Not Navy, or US, my answer was 'probably about 5 years'.

The important thing is the removal of that stigma, I tried the DIY approach, now I have alcohol issues I'm also dealing with.

Nobody chooses depression, but it is real, in a recent counselling session my chief head shrinker asked what I had achieved this year, my answer, very little.

Turn that around and I could come up with a number of things, change companies, change jobs, you've got family and friends etc etc. All of which of course was applicable to me.
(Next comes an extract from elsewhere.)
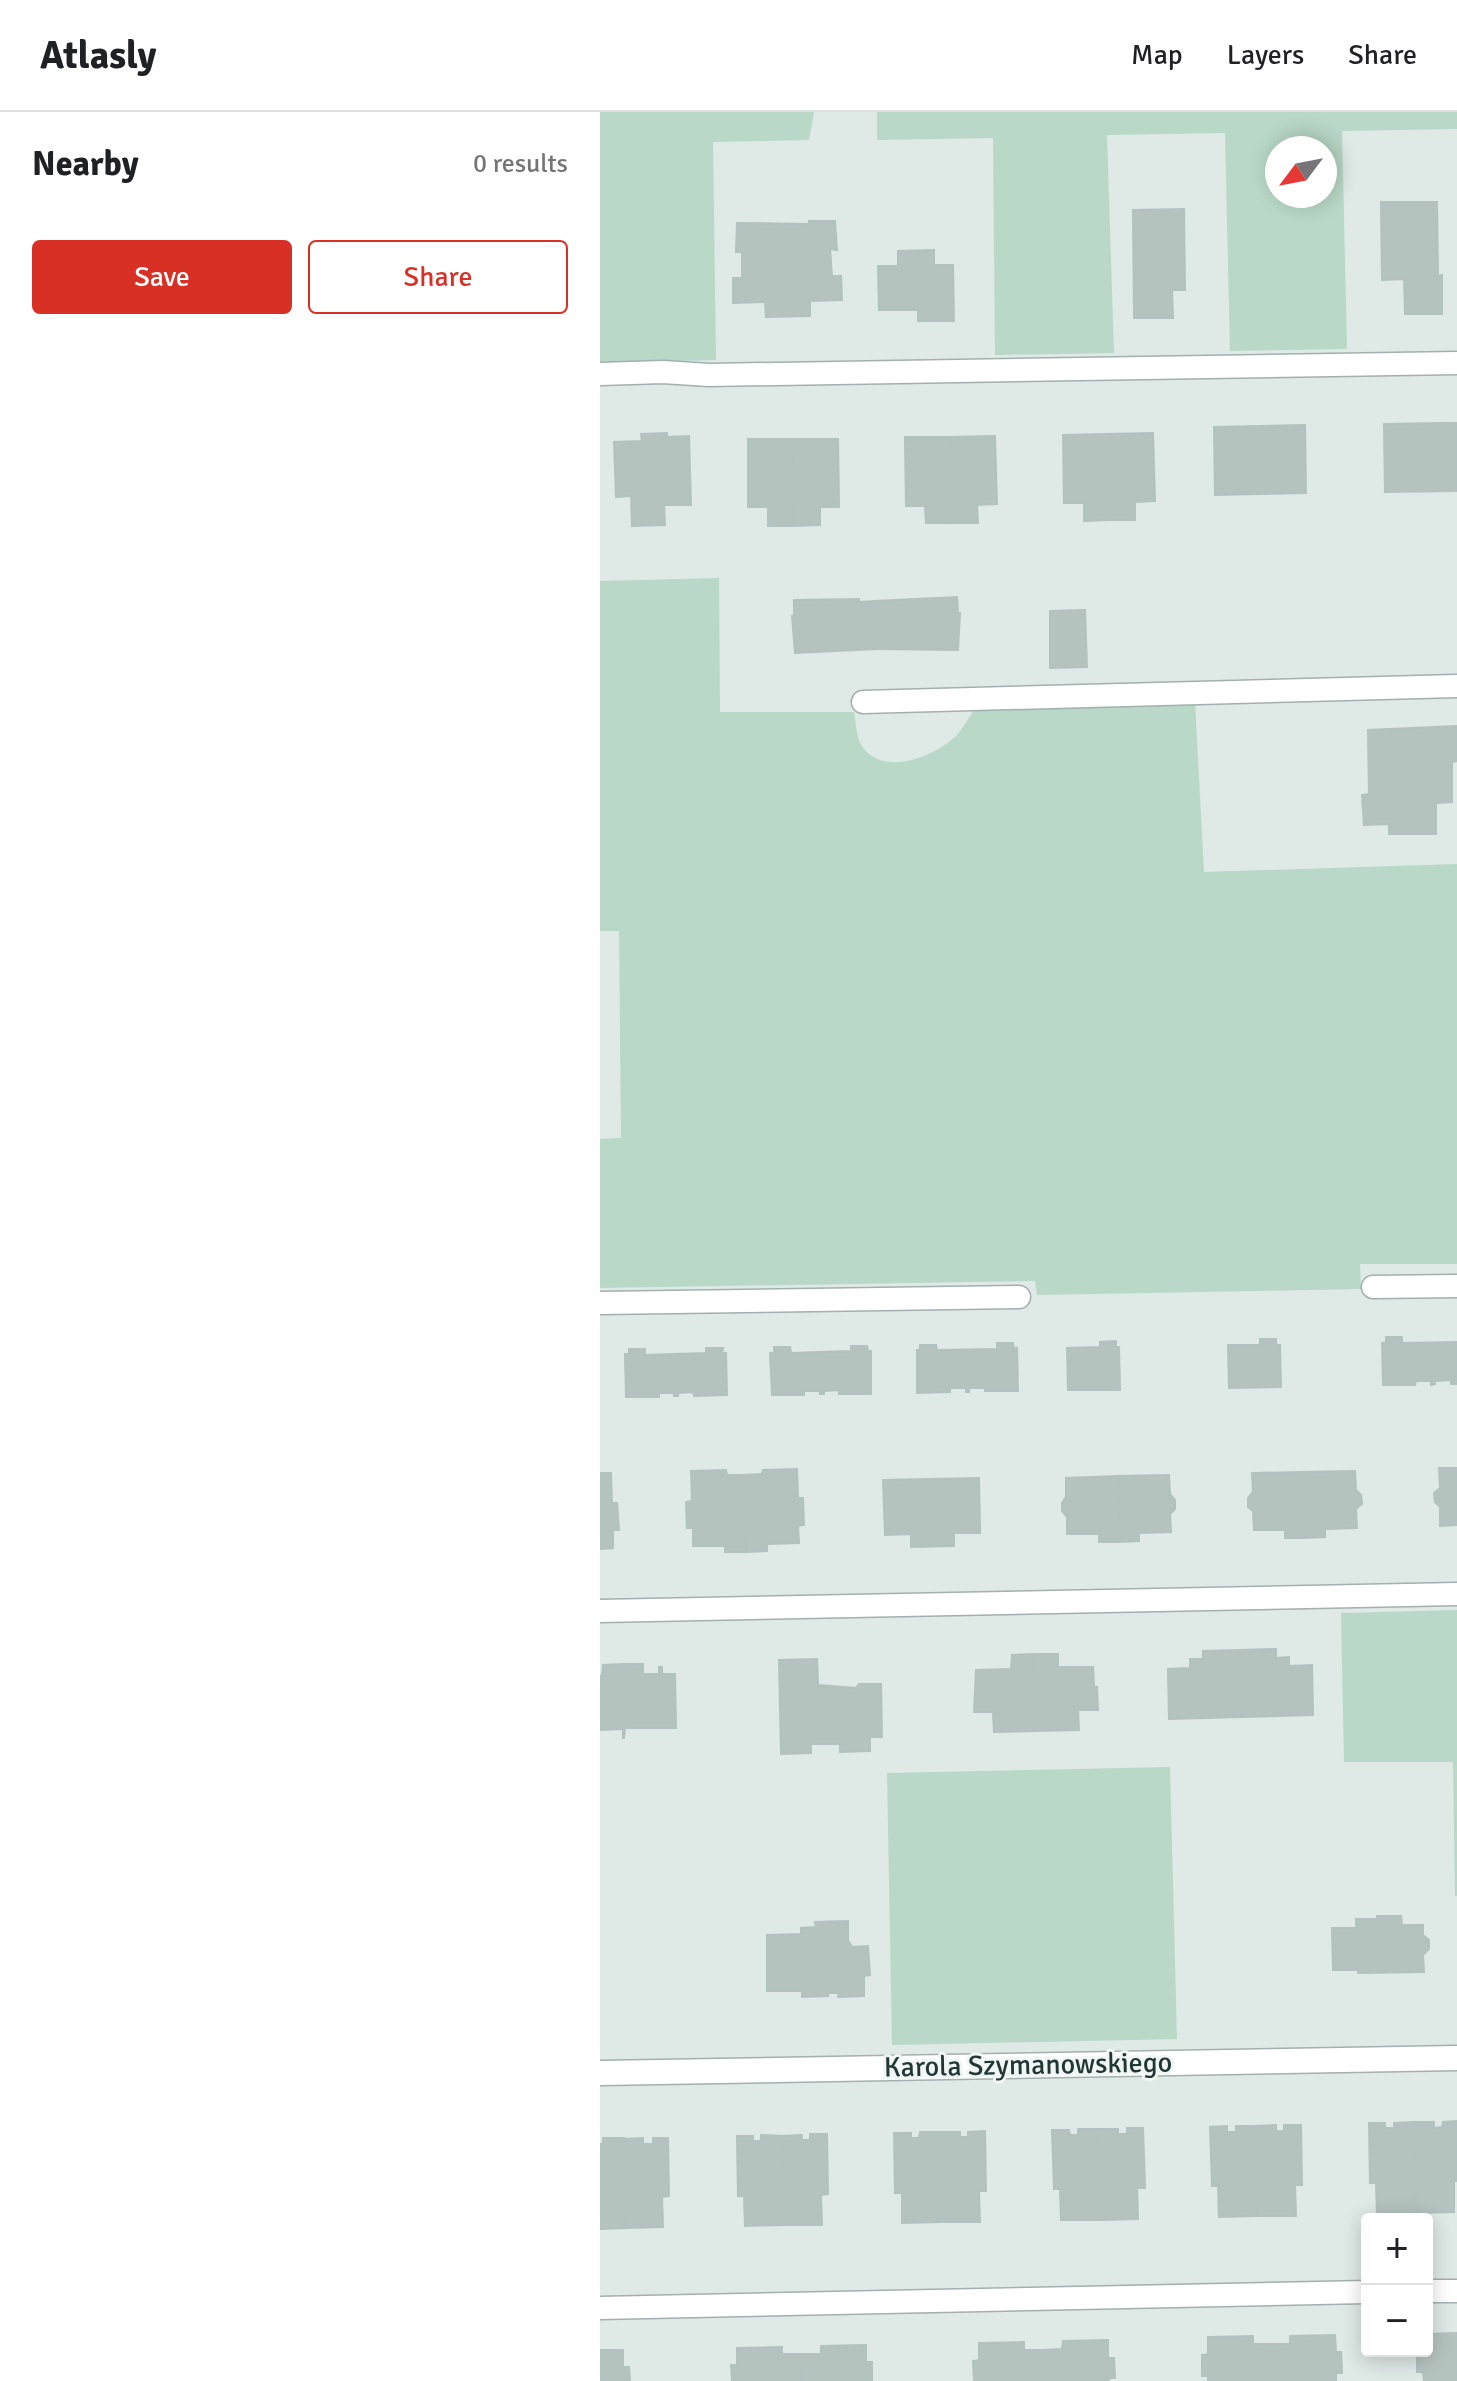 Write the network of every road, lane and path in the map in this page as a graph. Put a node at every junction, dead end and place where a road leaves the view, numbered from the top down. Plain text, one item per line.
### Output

As I'm sure you know there's a difference between knowing something logically and actually feeling it.

Daniel Wilt said...

Dear ADM Harvey. Thank you for taking the time to address the topic of suicide. I am a Major in the Army and have seen a number of cases of suicide and suicide attempts, and I have also experienced my own hardships that left me with lingering issues that I had to deal with. Through those situations, I came to write a book in order to help out other Service Members. The book that I wrote is a story about the unique challenges that I have faced, and what many other military members and their families have sturggled with too. I wrote this book initially as a personal journal of what I went through before, during, and following my failed attempts to save my marriage, because I needed to find a healthy way to deal with my pain and frustrations. The more I wrote, the more I felt able to finally release my hurt and bitterness, and I realized that there are thousands of other men and women – both in the service and out of it, who are experiencing the same pain, frustration, and sense of isolation that I went through. My hats off to you and to our other leaders who are working tirelessly to help the men and women who serve.

Very Respectfully,

Daniel O. Wilt, Jr.
Major, U.S. Army
Military Police

BBB said...

I believe Navy Times wrote an article on suicide and provided some data about the amount of help these people received before the act. Despite going to counselors, sailors still commit suicide. Fleet and Family Service Center has patients sign a paper that states their command will be notified if they have suicidal ideations. How can the sailor open up when there is a fear of repercussions? What happens to those sailors who are reported on message traffic that they had suicidal ideations? Are their careers over? Fortunately/unfortunately, some do get help from outside the institution through private counselors. I am aware that some SEALs get this private help in order to save face and keep their job. Perhaps we should look at the legal paper work sailors have to sign before they get help.